Associated Press, carried in Green Bay News-Chronicle [Green Bay WI]
May 21, 2005

GREEN BAY, Wis. (AP) - A priest accused of molesting a 10-year-old boy while serving as a counselor at a Catholic school in 1988 asked Friday to change his plea to include a claim that he was not mentally responsible.

The lawyer for Donald Buzanowski, 62, filed a motion for him to plead not guilty by reason of mental disease or defect, in addition to his previous plea of not guilty. If found guilty of the charges, he then would have a second phase of his trial on his sanity at the time.

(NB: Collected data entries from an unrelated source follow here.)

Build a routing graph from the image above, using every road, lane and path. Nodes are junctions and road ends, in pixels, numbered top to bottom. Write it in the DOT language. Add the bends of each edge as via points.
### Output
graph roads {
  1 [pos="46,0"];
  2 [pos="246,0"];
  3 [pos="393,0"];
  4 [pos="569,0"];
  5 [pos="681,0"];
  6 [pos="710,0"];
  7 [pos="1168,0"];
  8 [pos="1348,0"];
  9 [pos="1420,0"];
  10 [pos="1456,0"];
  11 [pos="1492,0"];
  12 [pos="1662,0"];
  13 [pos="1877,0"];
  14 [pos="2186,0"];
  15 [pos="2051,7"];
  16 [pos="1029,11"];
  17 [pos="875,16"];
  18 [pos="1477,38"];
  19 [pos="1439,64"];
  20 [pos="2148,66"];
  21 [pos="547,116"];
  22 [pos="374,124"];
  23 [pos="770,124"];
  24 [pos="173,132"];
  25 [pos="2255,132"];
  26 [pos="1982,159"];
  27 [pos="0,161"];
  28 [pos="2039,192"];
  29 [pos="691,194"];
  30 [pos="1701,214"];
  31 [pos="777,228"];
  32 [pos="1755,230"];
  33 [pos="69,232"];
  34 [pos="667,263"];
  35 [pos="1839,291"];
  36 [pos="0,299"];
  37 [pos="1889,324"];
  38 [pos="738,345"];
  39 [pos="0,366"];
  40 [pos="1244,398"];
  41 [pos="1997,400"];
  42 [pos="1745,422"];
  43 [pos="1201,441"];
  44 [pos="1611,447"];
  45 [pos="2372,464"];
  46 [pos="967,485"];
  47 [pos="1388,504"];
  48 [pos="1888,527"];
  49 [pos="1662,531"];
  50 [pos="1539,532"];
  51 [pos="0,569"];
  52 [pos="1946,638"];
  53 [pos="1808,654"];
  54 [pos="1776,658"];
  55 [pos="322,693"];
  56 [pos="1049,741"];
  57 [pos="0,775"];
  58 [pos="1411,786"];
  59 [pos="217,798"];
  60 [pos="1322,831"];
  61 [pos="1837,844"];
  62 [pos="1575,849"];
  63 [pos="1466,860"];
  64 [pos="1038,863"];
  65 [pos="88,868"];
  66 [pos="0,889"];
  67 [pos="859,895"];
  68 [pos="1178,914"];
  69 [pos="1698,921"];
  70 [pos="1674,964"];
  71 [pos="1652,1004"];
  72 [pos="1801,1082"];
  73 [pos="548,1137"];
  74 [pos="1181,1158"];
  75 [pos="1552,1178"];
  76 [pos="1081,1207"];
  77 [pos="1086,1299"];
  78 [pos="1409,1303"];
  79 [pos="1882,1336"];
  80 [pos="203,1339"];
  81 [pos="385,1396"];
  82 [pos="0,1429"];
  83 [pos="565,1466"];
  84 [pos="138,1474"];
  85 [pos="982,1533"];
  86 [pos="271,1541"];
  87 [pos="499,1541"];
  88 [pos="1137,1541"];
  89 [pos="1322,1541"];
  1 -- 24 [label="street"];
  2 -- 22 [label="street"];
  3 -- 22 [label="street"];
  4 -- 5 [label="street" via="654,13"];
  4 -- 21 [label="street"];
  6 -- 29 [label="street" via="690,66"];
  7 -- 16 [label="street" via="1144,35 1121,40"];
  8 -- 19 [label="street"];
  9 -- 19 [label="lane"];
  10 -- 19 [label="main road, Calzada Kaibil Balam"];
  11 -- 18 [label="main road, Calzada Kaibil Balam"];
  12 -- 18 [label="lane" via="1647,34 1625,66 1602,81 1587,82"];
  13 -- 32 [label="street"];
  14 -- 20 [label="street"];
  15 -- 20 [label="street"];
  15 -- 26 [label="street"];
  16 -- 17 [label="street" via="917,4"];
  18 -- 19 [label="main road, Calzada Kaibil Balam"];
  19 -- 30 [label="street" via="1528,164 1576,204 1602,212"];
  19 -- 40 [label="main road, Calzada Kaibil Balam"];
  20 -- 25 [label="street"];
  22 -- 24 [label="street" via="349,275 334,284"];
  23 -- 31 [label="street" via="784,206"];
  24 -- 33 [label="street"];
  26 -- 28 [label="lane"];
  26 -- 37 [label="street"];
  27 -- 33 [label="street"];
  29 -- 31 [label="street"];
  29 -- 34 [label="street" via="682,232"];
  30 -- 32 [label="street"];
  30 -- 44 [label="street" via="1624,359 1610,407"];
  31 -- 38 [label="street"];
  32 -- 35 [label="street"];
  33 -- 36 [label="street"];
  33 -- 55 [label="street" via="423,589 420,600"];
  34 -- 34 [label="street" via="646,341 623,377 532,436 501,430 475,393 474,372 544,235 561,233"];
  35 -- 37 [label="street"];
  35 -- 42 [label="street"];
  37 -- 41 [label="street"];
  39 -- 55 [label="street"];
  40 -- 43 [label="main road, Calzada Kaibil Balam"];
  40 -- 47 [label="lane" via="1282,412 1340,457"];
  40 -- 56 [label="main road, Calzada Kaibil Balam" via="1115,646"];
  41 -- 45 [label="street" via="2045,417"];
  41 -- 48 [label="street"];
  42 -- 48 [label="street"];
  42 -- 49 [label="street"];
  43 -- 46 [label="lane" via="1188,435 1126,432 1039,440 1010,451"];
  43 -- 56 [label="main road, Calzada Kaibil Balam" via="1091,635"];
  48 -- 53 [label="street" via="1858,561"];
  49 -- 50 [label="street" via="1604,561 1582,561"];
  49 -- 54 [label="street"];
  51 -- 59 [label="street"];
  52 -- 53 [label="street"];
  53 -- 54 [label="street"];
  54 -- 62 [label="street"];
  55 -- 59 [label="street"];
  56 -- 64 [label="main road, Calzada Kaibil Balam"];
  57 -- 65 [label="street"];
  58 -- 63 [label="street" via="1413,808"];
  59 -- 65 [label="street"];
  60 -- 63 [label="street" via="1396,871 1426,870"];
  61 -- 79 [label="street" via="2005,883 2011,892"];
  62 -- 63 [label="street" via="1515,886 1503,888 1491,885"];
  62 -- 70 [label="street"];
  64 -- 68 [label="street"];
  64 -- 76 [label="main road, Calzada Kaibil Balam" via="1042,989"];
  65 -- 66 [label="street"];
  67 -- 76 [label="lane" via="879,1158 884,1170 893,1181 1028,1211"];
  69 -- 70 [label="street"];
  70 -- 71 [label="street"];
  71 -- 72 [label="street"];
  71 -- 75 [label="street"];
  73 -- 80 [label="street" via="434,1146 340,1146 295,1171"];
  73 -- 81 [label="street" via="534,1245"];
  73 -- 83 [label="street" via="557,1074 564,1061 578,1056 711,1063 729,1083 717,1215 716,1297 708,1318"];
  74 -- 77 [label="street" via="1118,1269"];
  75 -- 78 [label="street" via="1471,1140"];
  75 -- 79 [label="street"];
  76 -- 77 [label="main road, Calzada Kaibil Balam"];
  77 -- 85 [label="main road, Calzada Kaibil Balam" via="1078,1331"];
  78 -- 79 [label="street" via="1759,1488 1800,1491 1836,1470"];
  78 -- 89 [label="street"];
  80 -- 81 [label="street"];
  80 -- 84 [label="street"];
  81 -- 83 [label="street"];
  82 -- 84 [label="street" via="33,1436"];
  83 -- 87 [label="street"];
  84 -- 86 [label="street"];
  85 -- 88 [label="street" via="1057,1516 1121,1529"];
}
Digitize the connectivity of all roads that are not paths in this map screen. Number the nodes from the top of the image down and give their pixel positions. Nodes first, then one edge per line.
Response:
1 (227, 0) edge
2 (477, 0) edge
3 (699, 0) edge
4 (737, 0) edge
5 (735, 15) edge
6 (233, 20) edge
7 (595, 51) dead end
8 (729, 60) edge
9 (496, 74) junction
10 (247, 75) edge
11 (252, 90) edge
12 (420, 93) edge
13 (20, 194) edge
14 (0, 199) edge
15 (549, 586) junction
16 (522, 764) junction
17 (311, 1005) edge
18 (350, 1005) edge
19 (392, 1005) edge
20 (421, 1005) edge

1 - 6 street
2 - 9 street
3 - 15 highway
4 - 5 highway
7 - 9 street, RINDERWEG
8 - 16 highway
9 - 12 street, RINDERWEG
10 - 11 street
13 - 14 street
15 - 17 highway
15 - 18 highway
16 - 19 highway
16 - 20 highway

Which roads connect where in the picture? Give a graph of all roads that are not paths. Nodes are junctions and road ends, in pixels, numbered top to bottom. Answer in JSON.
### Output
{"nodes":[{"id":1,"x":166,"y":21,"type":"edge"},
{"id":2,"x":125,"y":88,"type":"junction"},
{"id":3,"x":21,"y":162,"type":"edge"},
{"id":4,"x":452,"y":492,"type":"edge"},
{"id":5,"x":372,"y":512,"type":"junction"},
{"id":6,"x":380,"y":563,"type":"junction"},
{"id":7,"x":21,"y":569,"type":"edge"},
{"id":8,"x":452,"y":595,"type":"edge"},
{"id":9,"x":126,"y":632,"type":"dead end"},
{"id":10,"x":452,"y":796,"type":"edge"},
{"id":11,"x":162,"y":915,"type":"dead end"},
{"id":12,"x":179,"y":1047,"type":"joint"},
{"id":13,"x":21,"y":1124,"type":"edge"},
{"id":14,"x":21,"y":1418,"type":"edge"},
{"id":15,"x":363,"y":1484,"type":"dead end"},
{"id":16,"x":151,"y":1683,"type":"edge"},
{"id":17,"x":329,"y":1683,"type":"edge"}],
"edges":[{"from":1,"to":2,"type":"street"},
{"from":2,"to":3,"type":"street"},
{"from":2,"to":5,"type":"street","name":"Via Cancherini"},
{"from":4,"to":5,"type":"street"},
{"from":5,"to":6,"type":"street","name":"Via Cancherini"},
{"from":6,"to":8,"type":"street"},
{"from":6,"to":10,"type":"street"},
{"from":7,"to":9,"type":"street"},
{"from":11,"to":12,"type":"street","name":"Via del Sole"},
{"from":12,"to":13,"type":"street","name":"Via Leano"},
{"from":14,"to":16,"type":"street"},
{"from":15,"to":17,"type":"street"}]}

Buzanowski is charged with two counts of first-degree sexual assault of a child stemming from alleged incidents when he served as a counselor at Ss. Peter & Paul Catholic School in Green Bay.

Defense lawyer Owen Monfils has also filed a motion to bar reporters from hearings leading up to trial. He contended that information from motion hearings could prejudice potential jurors in the case.

The Green Bay Press-Gazette filed a protest to the request.

The issue is expected to be argued at a hearing next Thursday before Brown County Circuit Judge J.D. McKay.

Buzanowski remains jailed in lieu of $100,000 bail.

He has not served as a priest since 1989, and the Green Bay diocese has asked the Vatican to laicize him, or return him to lay status.

Also expected to be argued at the hearing Thursday is the prosecution's effort to have McKay reconsider a bid to introduce a letter Buzanowski wrote to a Milwaukee pastor in 2002, in which he admitted molesting 14 boys from 1969-88.

McKay ruled in late April that prosecutors could use information from Buzanowski's conviction in 2002 for possession of child pornography, which sent him to federal prison for 21 months, but the judge said the letter could not be used as evidence.